## Stored data
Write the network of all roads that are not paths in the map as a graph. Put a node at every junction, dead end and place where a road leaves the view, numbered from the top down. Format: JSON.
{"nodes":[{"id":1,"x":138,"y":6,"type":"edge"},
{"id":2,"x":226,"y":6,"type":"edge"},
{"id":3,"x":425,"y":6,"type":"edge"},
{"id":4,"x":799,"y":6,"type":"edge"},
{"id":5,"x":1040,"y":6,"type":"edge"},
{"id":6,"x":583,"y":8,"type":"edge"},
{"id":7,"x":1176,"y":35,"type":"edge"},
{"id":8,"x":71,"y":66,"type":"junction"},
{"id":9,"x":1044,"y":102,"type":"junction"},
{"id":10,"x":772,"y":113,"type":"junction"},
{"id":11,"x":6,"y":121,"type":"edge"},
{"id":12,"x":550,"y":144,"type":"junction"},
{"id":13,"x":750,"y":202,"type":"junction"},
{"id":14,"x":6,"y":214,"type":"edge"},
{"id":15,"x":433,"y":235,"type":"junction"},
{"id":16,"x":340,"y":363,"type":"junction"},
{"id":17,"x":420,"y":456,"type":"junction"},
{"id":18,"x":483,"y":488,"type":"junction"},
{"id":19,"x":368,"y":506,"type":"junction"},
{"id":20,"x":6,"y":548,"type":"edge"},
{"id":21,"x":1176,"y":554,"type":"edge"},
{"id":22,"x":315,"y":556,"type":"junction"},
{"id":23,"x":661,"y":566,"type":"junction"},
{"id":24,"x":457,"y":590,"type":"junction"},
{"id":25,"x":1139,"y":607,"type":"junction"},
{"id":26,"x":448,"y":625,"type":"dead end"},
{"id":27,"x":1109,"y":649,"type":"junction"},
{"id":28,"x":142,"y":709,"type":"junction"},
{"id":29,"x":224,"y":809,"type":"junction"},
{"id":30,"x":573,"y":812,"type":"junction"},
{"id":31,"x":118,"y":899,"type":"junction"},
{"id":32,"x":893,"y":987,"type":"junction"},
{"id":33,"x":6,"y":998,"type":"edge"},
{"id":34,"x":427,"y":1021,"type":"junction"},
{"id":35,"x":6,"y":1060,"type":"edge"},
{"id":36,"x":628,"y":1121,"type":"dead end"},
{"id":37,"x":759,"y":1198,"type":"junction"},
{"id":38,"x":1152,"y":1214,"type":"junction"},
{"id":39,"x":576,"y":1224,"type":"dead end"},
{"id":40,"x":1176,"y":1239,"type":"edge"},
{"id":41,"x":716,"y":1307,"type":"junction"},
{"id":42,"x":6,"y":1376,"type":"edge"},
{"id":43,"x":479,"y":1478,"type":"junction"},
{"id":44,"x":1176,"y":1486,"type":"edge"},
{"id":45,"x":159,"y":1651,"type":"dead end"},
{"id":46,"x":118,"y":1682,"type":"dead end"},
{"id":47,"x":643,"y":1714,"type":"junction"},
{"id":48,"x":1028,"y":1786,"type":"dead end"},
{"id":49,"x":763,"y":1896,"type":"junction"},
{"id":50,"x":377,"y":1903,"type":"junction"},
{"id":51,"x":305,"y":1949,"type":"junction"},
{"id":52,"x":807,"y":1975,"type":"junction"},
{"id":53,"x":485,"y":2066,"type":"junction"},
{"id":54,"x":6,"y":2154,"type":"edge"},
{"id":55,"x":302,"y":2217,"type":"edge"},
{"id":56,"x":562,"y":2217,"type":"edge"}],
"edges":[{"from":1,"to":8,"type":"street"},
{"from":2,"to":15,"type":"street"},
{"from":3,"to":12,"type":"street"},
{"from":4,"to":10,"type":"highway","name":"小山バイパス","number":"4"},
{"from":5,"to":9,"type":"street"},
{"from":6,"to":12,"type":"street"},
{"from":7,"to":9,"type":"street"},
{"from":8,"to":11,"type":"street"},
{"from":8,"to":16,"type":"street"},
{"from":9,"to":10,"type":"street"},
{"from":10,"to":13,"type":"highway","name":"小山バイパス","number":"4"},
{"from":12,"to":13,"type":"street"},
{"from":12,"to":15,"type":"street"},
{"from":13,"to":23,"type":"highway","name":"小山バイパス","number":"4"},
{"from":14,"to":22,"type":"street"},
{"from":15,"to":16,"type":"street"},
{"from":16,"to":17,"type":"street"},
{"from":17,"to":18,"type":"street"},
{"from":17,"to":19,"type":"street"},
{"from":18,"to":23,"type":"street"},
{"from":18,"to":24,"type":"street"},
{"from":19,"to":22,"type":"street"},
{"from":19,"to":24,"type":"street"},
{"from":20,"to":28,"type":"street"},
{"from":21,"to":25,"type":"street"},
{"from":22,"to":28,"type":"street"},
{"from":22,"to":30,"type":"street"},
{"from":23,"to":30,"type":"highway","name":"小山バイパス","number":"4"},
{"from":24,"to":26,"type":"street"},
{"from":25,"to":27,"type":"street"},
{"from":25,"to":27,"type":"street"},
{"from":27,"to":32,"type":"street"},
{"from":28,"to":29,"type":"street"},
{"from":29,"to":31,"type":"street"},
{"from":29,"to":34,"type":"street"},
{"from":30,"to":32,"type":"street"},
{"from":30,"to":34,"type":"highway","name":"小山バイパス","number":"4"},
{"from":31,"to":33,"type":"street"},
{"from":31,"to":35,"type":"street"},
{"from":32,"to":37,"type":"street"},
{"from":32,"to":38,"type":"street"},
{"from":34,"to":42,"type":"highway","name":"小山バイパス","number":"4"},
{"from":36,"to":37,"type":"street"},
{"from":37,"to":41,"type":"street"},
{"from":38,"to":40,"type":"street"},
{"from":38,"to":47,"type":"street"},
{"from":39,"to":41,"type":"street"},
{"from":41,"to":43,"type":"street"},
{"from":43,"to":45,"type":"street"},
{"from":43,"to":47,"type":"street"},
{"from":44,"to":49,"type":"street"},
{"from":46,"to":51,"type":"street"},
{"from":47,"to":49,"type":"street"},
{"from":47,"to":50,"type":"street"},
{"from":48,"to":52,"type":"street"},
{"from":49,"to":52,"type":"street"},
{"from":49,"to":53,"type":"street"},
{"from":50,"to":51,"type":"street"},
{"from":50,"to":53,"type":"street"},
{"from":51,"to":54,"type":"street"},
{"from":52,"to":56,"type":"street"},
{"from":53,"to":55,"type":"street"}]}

## TASK DIRECTIONS
Please give the number of lines above in which the word "小山バイパス" appears, without any other text.

## EXPECTED OUTPUT
6